In other research, E. Stephen Buescher, a professor of pediatrics at Eastern Virginia Medical School, did a fascinating set of experiments with white blood cells that also might ultimately help heal wounds. In it, he observed the effect of ultrashort pulses on the release of calcium inside cells from internal stores. Calcium acts as a kind of signal transducer in many cells, translating an external signal such as a hormone into some cellular action, such as manufacturing a protein.

In a type of white blood cell whose purpose is to seek out foreign material and digest it, for example, the release of calcium allows the cell to follow an invader’s chemical trail. When Buescher subjected these cells, called leukocytes, to nanoseconds-long, 12-kV/cm electric fields, the cells immediately, but briefly, spilled calcium from their internal stores into their own cytosol. In experiments where the cells were actively crawling over a microscope slide, hot on the simulated trail of an invader, pulsing stopped them in their tracks and then sent them marching off in the direction of the electric field. One day doctors might use such an effect to recruit immune cells to the site of an infection.

The list of cells and the effects of pulsed power on them goes on and will only get longer as more laboratories begin work in bioelectrics. Scientists at Kumamoto University, in Japan, for example, are studying the subcellular effects of high-power RF pulses. Those at Karlsruhe University, in Germany, are testing nanopulses for killing bacteria. And researchers at the University of Southern California are studying how the pulses cause dying cells to signal other cells to consume them. Whether or not pulsed power becomes a cancer treatment, a gene therapy technology, or an infection fighter, ultrashort electric fields have already proved a powerful research tool. And the mark they ultimately make on medicine may be in allowing scientists unprecedented access to the internal workings of cells.

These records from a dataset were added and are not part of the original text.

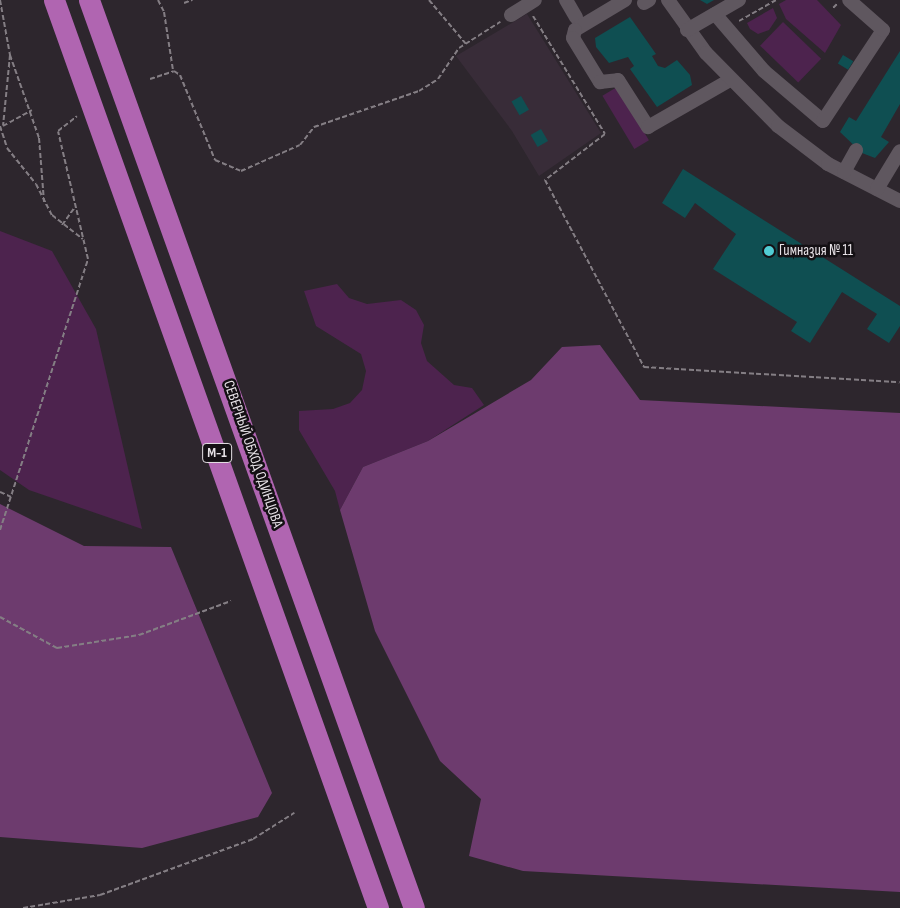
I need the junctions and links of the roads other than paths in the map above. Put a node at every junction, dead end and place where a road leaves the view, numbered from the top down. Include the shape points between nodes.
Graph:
1 (54, 0) edge
2 (89, 0) edge
3 (566, 0) edge
4 (625, 0) edge
5 (739, 0) edge
6 (849, 0) edge
7 (672, 1) edge
8 (532, 5) edge
9 (714, 14) junction
10 (507, 18) road end
11 (576, 18) dead end
12 (687, 30) junction
13 (730, 80) junction
14 (856, 150) dead end
15 (900, 151) edge
16 (844, 172) junction
17 (877, 189) junction
18 (900, 201) edge
19 (378, 908) edge
20 (414, 908) edge

1 - 19 highway, М-1
2 - 20 highway, СЕВЕРНЫЙ ОБХОД ОДИНЦОВА / М-1
3 - 11 street
4 - 13 street via 575,30 573,38 600,82 618,80 648,128
5 - 9 street
6 - 9 street via 883,30 823,121 764,71
7 - 12 street
8 - 10 street
9 - 12 street
12 - 13 street
13 - 16 street via 778,126
14 - 16 street
15 - 17 street
16 - 17 street
17 - 18 street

Still, we hope for more practical—and potentially lucrative—possibilities. While treatments for cancer and genetic diseases would be revolutionary, somewhat more prosaic applications are in the offing. We at Old Dominion University have recently used nanosecond pulsed electric fields to destroy fat cells. Think of it as electric liposuction. Hey, if it helps pay for the research needed to fight dread diseases, we’re all for it.